I was oblivious to 1Sound.
I knew that Rod Underhill -- an
attorney, author and member of the MP3.com founding group -- was up to
something new music-related, but I was sketchy on the details. That all changed
when Lana Crowley contacted me. Rod's partner in the venture wanted to talk to
me. He had some ideas that he wanted to bounce off of me. He wanted to know if
I was interested in lending a hand.
Why did Michael Danke want a piece of me? It could have been
a combination of things. I was one of the few indie artists to have sampled the
major label life when my band Paris By Air was briefly signed to Sony's
Columbia Records. I didn't exactly fit the mode of the starving musician. I had
an MBA. I was a writer-analyst for the Webby-award winning Motley Fool website.

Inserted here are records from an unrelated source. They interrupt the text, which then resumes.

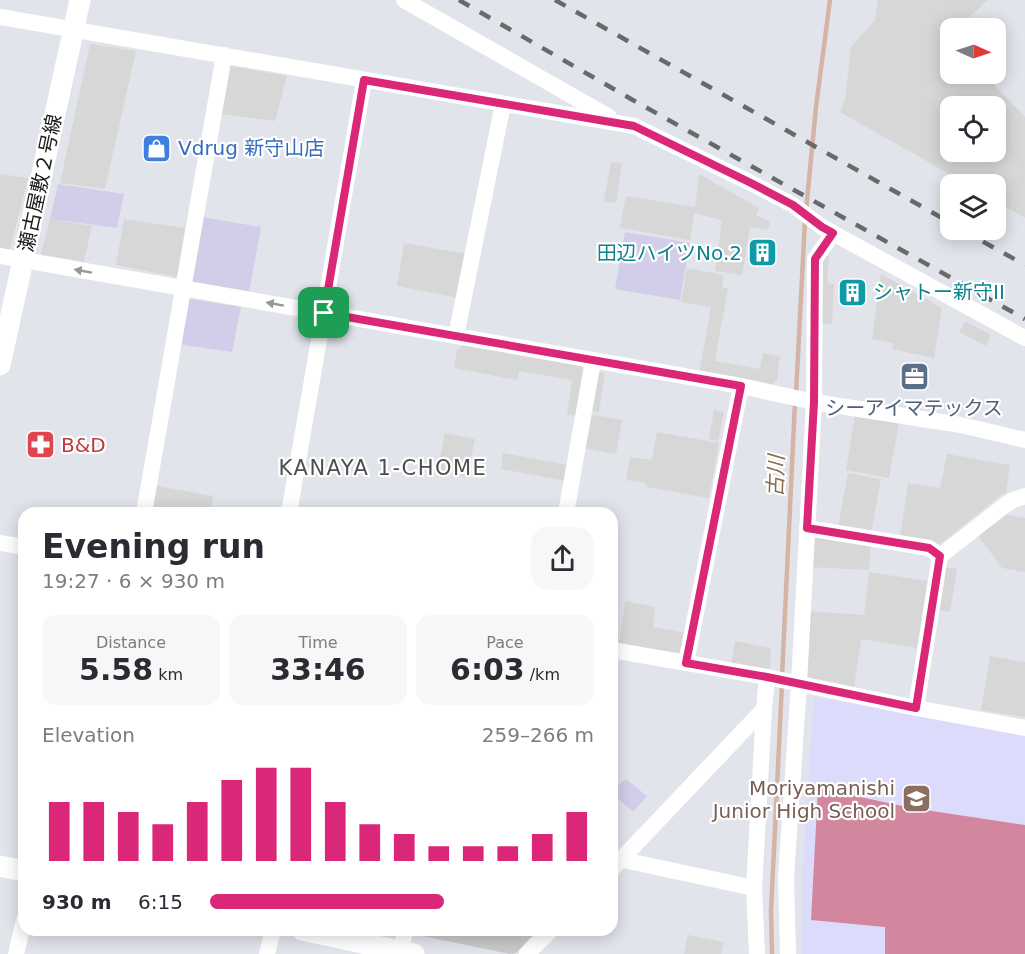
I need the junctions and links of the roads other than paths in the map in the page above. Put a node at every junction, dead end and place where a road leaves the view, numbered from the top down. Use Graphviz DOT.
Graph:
graph roads {
  1 [pos="80,0"];
  2 [pos="404,0"];
  3 [pos="0,17"];
  4 [pos="73,29"];
  5 [pos="224,56"];
  6 [pos="364,80"];
  7 [pos="503,104"];
  8 [pos="621,124"];
  9 [pos="827,230"];
  10 [pos="0,256"];
  11 [pos="23,260"];
  12 [pos="183,288"];
  13 [pos="324,313"];
  14 [pos="456,336"];
  15 [pos="1025,338"];
  16 [pos="593,361"];
  17 [pos="0,365"];
  18 [pos="741,386"];
  19 [pos="814,402"];
  20 [pos="1025,440"];
  21 [pos="1025,496"];
  22 [pos="145,507"];
  23 [pos="290,507"];
  24 [pos="567,507"];
  25 [pos="807,528"];
  26 [pos="0,543"];
  27 [pos="18,546"];
  28 [pos="940,556"];
  29 [pos="618,651"];
  30 [pos="686,663"];
  31 [pos="767,677"];
  32 [pos="800,684"];
  33 [pos="916,708"];
  34 [pos="764,709"];
  35 [pos="1025,728"];
  36 [pos="618,859"];
  37 [pos="618,863"];
  38 [pos="0,866"];
  39 [pos="18,870"];
  40 [pos="754,888"];
  41 [pos="20,936"];
  42 [pos="272,936"];
  43 [pos="330,936"];
  44 [pos="406,936"];
  45 [pos="545,936"];
  46 [pos="408,953"];
  47 [pos="16,954"];
  48 [pos="267,954"];
  49 [pos="527,954"];
  50 [pos="758,954"];
  51 [pos="788,954"];
  1 -- 4 [label="street, 瀬古屋敷２号線"];
  2 -- 8 [label="street"];
  3 -- 4 [label="street"];
  4 -- 5 [label="street"];
  4 -- 11 [label="street, 瀬古屋敷２号線"];
  5 -- 6 [label="street"];
  5 -- 12 [label="street"];
  6 -- 7 [label="street"];
  6 -- 13 [label="street"];
  7 -- 8 [label="street"];
  7 -- 14 [label="street"];
  8 -- 9 [label="street"];
  9 -- 15 [label="street"];
  9 -- 19 [label="street"];
  10 -- 11 [label="street"];
  12 -- 11 [label="street, one-way"];
  11 -- 17 [label="street, 瀬古屋敷２号線"];
  13 -- 12 [label="street, one-way"];
  12 -- 22 [label="street"];
  13 -- 14 [label="street"];
  13 -- 23 [label="street"];
  14 -- 16 [label="street"];
  16 -- 18 [label="street"];
  16 -- 24 [label="street"];
  18 -- 19 [label="street"];
  18 -- 30 [label="street"];
  19 -- 20 [label="street"];
  19 -- 25 [label="street"];
  21 -- 28 [label="street"];
  25 -- 28 [label="street"];
  25 -- 32 [label="street"];
  26 -- 27 [label="street"];
  28 -- 33 [label="street"];
  29 -- 30 [label="street"];
  30 -- 31 [label="street"];
  31 -- 32 [label="street"];
  31 -- 34 [label="street"];
  32 -- 33 [label="street"];
  32 -- 51 [label="street"];
  33 -- 35 [label="street"];
  34 -- 36 [label="street"];
  34 -- 40 [label="street"];
  37 -- 40 [label="street"];
  38 -- 39 [label="street"];
  40 -- 50 [label="street"];
  41 -- 47 [label="street"];
  42 -- 48 [label="street"];
  43 -- 46 [label="street"];
  44 -- 46 [label="street"];
  45 -- 49 [label="street"];
}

Michael would later admit that he wanted me for my words. On
the MP3.com message board I had created a NO FEE SOPHIE persona, trying to
assist my fellow artists with tips and tricks for online, and offline,
promotion. I hosted virtual promo clinics. I kept my identity under wraps as
long as possible, but I welcomed the opportunity to take off my disguise under
my own terms. MP3.com took notice and had me write weekly promo tips that
appeared on the artist log-in page. MP3.com invited me to be the panel
moderator for the Getting Signed forum at its final ACE event in San Diego.
Michael appreciated my word weaving ways. He needed
editorial content for his new site and figured I would be a natural. He also
needed someone to moderate the 1Sound message board and he liked the way I was
able to remain diplomatically positive through many of the MP3.com flame wars.
I never bothered to ask if there was any money in it for me.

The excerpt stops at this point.